*** Opening THE DATA ***

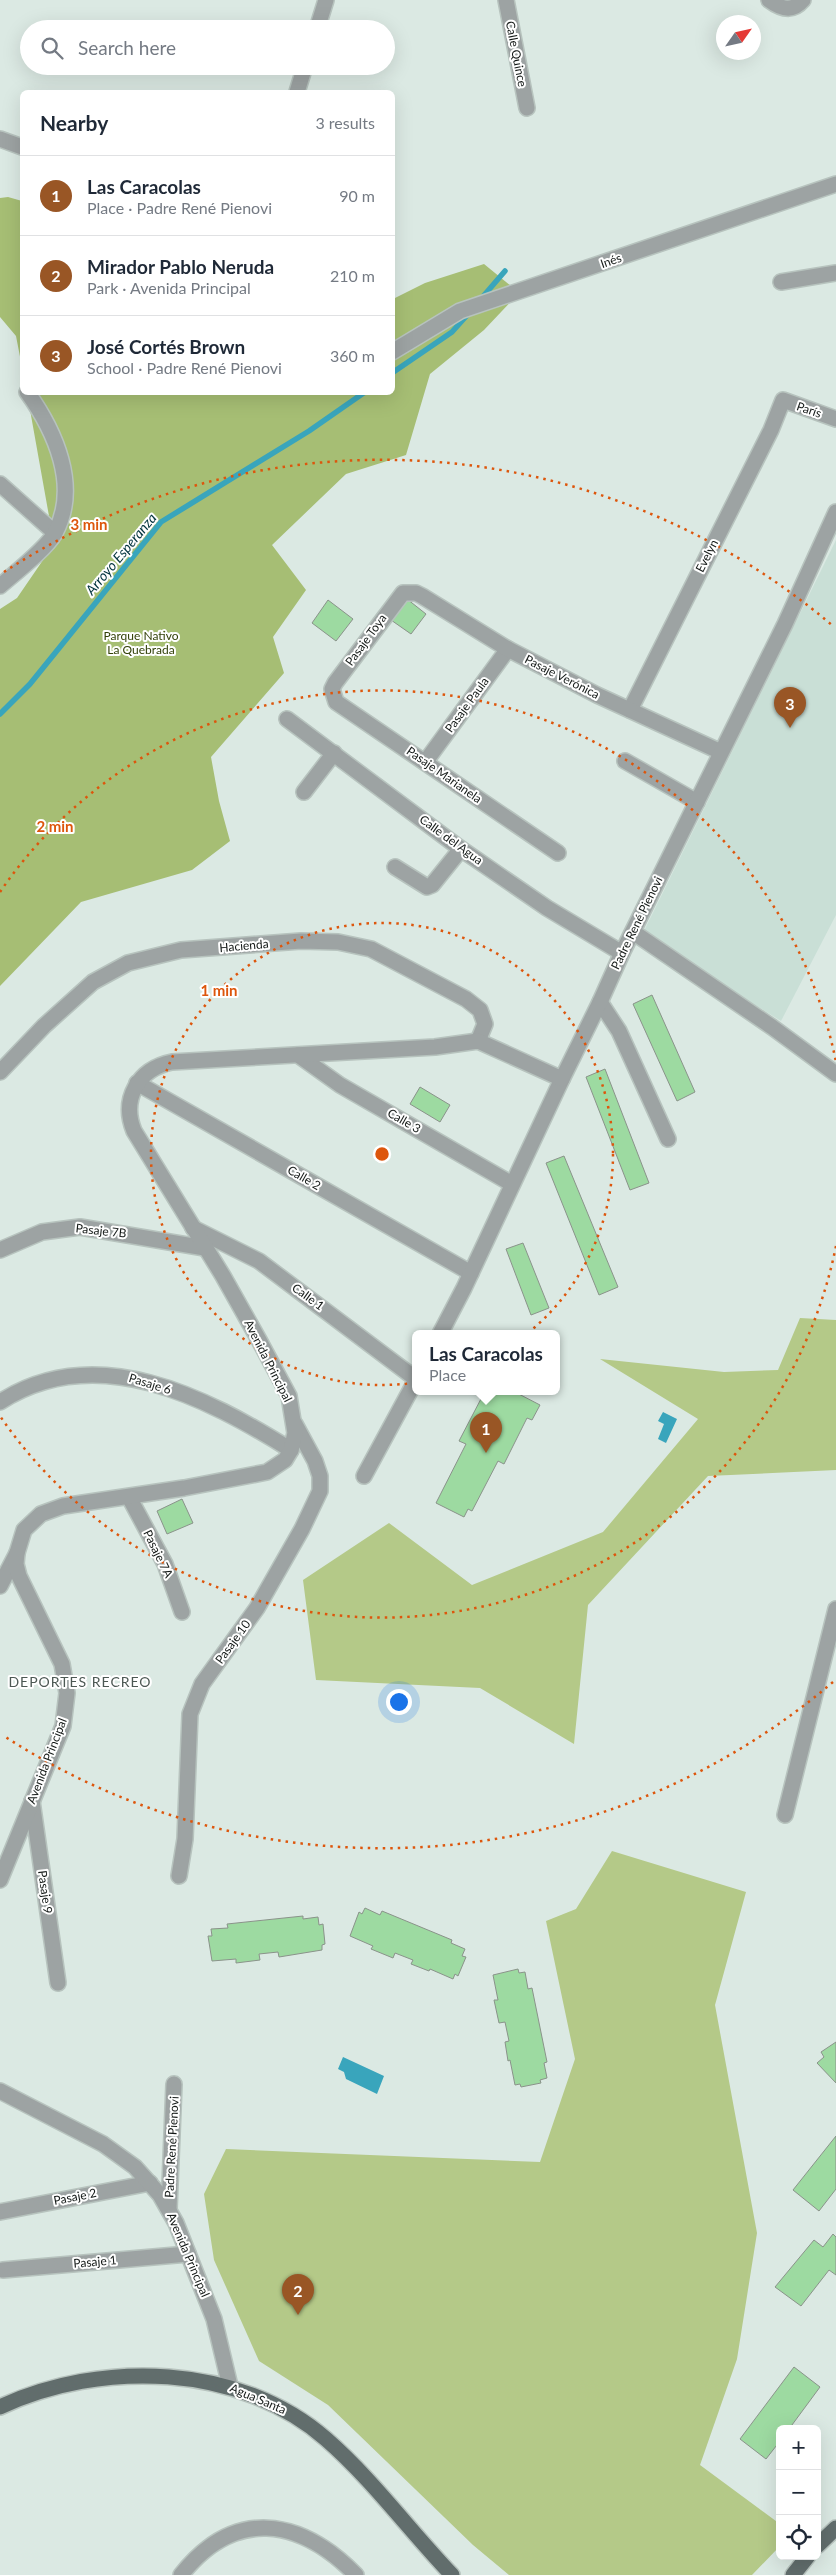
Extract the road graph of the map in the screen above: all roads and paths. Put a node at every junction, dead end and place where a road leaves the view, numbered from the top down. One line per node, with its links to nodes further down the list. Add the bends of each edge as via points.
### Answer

*** Closing THE DATA ***
*** Opening THE DATA ***

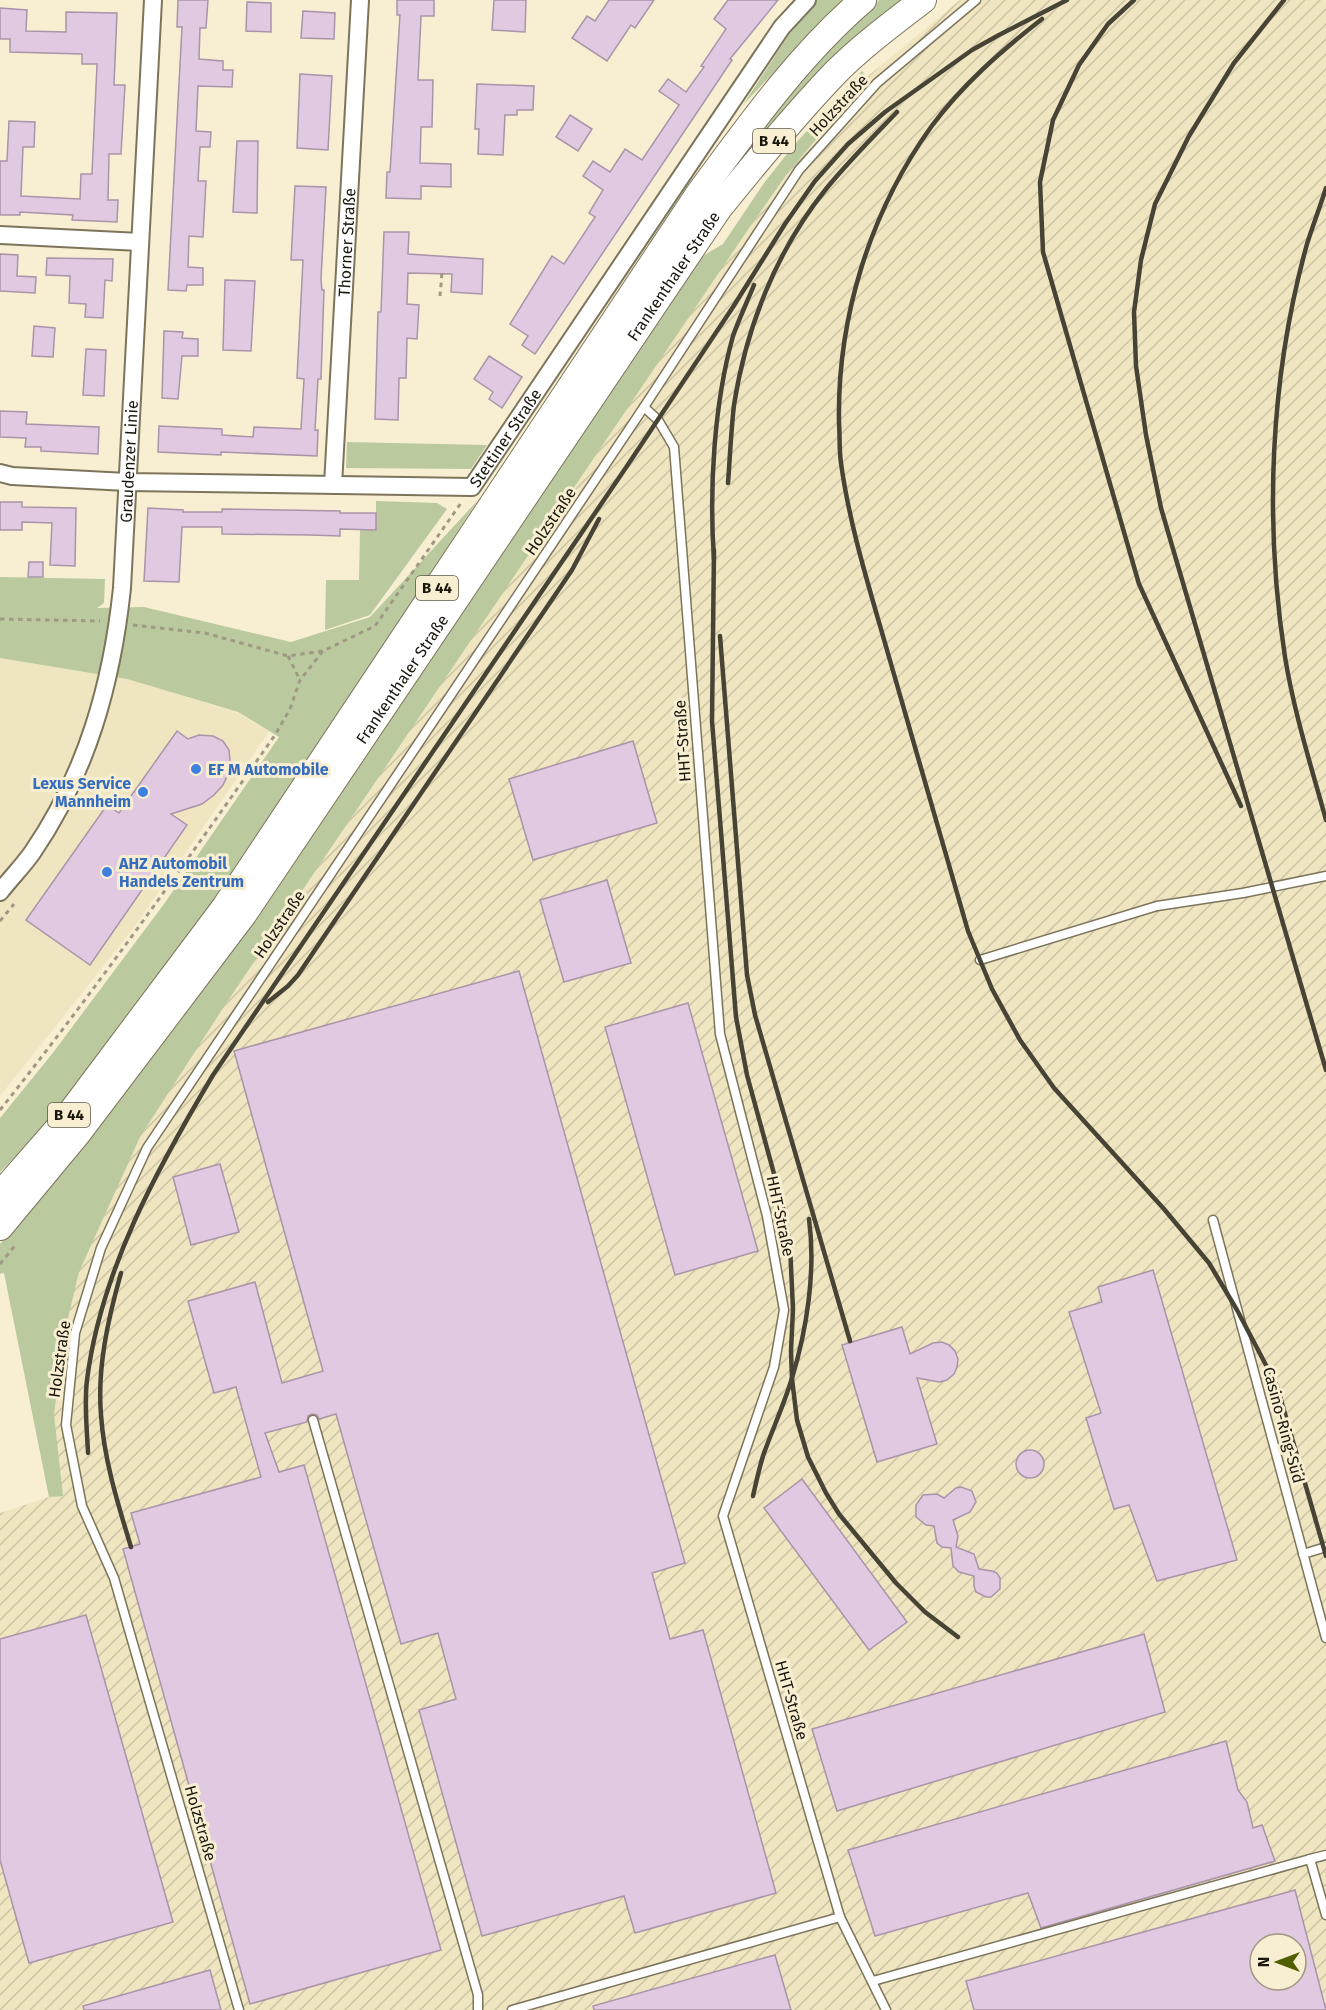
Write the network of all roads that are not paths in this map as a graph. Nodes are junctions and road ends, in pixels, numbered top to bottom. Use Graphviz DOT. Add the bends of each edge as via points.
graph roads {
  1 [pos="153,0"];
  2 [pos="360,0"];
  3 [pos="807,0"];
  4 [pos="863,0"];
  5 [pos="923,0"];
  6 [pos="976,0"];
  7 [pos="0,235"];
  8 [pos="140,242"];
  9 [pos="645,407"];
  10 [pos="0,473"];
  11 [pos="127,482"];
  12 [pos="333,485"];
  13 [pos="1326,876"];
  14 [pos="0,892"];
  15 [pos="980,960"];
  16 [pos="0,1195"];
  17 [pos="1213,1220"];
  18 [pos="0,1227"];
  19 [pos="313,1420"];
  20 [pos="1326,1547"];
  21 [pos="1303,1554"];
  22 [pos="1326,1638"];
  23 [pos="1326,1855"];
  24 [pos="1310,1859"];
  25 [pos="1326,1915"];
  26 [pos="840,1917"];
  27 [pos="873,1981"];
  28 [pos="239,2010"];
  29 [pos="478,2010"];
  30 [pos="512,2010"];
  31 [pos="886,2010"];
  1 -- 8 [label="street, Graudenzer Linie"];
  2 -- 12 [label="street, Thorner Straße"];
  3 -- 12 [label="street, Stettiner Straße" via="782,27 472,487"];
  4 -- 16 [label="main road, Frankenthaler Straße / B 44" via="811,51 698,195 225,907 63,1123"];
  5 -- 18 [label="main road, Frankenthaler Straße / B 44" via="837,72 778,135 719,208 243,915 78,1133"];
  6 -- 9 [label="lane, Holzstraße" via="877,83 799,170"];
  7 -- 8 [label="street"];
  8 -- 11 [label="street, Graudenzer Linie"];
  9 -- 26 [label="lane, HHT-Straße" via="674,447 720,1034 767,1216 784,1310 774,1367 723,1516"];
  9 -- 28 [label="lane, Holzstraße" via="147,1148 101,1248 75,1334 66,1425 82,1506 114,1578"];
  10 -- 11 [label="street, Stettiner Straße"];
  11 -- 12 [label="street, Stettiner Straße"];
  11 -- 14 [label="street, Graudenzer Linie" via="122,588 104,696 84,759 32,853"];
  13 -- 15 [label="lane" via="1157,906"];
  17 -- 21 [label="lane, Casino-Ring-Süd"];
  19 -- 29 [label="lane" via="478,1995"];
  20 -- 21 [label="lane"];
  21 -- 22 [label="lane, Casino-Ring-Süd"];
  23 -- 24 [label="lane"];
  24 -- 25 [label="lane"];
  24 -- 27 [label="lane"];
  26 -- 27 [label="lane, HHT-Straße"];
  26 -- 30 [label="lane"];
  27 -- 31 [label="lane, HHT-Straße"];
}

*** Closing THE DATA ***
*** Opening THE DATA ***

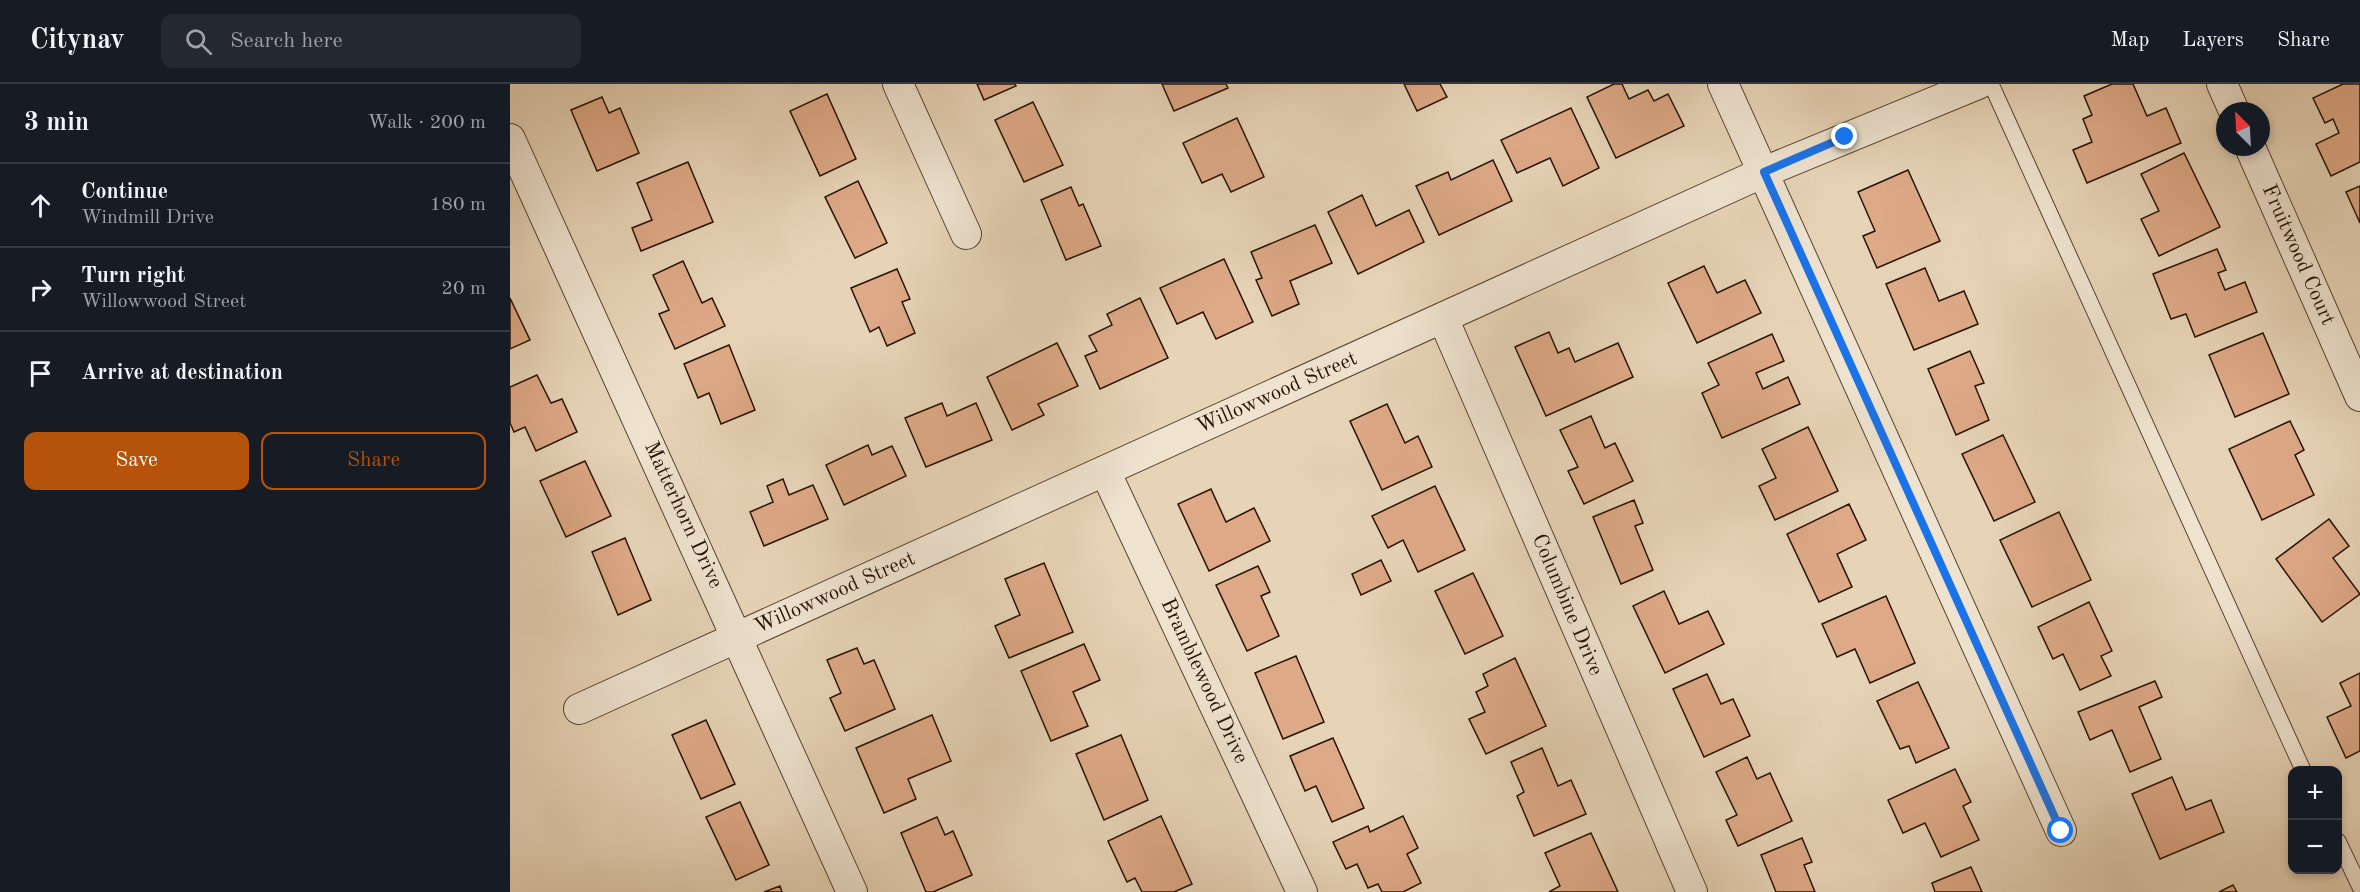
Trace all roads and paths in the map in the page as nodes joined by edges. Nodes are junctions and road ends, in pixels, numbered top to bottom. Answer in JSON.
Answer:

*** Closing THE DATA ***

▶ [ASSIGNMENT]
Show every line from the listing that contains "Answer".

▶ [OUTPUT BELOW]
### Answer
Trace all roads and paths in the map in the page as nodes joined by edges. Nodes are junctions and road ends, in pixels, numbered top to bottom. Answer in JSON.
Answer:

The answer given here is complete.